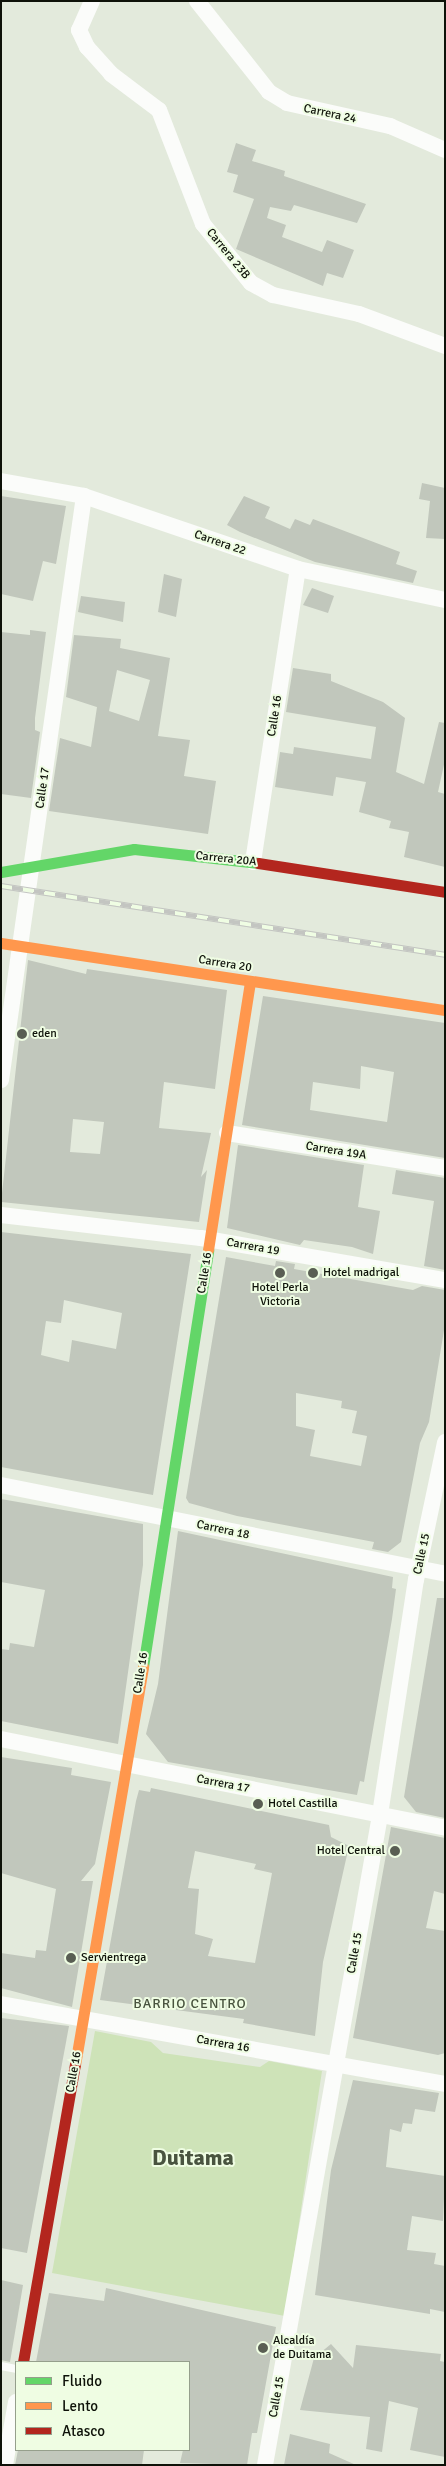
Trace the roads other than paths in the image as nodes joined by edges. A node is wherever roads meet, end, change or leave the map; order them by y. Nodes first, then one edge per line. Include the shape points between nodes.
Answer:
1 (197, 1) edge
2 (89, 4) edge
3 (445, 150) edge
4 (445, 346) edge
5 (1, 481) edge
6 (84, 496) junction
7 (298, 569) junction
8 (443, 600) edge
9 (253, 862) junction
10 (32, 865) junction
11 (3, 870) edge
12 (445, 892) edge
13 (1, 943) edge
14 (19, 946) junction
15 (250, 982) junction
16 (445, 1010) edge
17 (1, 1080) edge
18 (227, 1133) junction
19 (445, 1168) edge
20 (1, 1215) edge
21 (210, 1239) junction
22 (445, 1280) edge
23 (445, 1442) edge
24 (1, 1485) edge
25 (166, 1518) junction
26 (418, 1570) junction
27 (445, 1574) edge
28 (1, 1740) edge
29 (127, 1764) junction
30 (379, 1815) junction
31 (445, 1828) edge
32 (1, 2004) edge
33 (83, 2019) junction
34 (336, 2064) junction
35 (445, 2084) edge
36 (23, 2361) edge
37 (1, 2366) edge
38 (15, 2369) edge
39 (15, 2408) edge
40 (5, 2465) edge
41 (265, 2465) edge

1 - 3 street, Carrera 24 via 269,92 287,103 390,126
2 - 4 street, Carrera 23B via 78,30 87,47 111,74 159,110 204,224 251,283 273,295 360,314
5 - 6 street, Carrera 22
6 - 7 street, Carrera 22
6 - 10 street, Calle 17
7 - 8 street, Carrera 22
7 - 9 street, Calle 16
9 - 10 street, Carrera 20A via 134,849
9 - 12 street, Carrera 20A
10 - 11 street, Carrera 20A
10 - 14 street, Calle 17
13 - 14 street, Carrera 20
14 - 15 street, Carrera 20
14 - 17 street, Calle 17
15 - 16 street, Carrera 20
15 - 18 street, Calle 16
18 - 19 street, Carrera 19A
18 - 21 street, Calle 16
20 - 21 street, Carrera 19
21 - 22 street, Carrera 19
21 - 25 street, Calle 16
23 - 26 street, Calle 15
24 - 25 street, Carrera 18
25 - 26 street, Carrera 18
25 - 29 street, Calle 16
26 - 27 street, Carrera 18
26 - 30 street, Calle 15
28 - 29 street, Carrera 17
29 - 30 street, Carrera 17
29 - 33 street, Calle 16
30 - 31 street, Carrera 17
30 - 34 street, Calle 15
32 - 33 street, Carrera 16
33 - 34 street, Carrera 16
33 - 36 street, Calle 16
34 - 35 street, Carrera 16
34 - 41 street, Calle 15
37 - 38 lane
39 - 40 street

▶ What to produce
Down to the final line, restate the material above word for word, but omit its pictures.

▶ Task solution
Trace the roads other than paths in the image as nodes joined by edges. A node is wherever roads meet, end, change or leave the map; order them by y. Nodes first, then one edge per line. Include the shape points between nodes.
Answer:
1 (197, 1) edge
2 (89, 4) edge
3 (445, 150) edge
4 (445, 346) edge
5 (1, 481) edge
6 (84, 496) junction
7 (298, 569) junction
8 (443, 600) edge
9 (253, 862) junction
10 (32, 865) junction
11 (3, 870) edge
12 (445, 892) edge
13 (1, 943) edge
14 (19, 946) junction
15 (250, 982) junction
16 (445, 1010) edge
17 (1, 1080) edge
18 (227, 1133) junction
19 (445, 1168) edge
20 (1, 1215) edge
21 (210, 1239) junction
22 (445, 1280) edge
23 (445, 1442) edge
24 (1, 1485) edge
25 (166, 1518) junction
26 (418, 1570) junction
27 (445, 1574) edge
28 (1, 1740) edge
29 (127, 1764) junction
30 (379, 1815) junction
31 (445, 1828) edge
32 (1, 2004) edge
33 (83, 2019) junction
34 (336, 2064) junction
35 (445, 2084) edge
36 (23, 2361) edge
37 (1, 2366) edge
38 (15, 2369) edge
39 (15, 2408) edge
40 (5, 2465) edge
41 (265, 2465) edge

1 - 3 street, Carrera 24 via 269,92 287,103 390,126
2 - 4 street, Carrera 23B via 78,30 87,47 111,74 159,110 204,224 251,283 273,295 360,314
5 - 6 street, Carrera 22
6 - 7 street, Carrera 22
6 - 10 street, Calle 17
7 - 8 street, Carrera 22
7 - 9 street, Calle 16
9 - 10 street, Carrera 20A via 134,849
9 - 12 street, Carrera 20A
10 - 11 street, Carrera 20A
10 - 14 street, Calle 17
13 - 14 street, Carrera 20
14 - 15 street, Carrera 20
14 - 17 street, Calle 17
15 - 16 street, Carrera 20
15 - 18 street, Calle 16
18 - 19 street, Carrera 19A
18 - 21 street, Calle 16
20 - 21 street, Carrera 19
21 - 22 street, Carrera 19
21 - 25 street, Calle 16
23 - 26 street, Calle 15
24 - 25 street, Carrera 18
25 - 26 street, Carrera 18
25 - 29 street, Calle 16
26 - 27 street, Carrera 18
26 - 30 street, Calle 15
28 - 29 street, Carrera 17
29 - 30 street, Carrera 17
29 - 33 street, Calle 16
30 - 31 street, Carrera 17
30 - 34 street, Calle 15
32 - 33 street, Carrera 16
33 - 34 street, Carrera 16
33 - 36 street, Calle 16
34 - 35 street, Carrera 16
34 - 41 street, Calle 15
37 - 38 lane
39 - 40 street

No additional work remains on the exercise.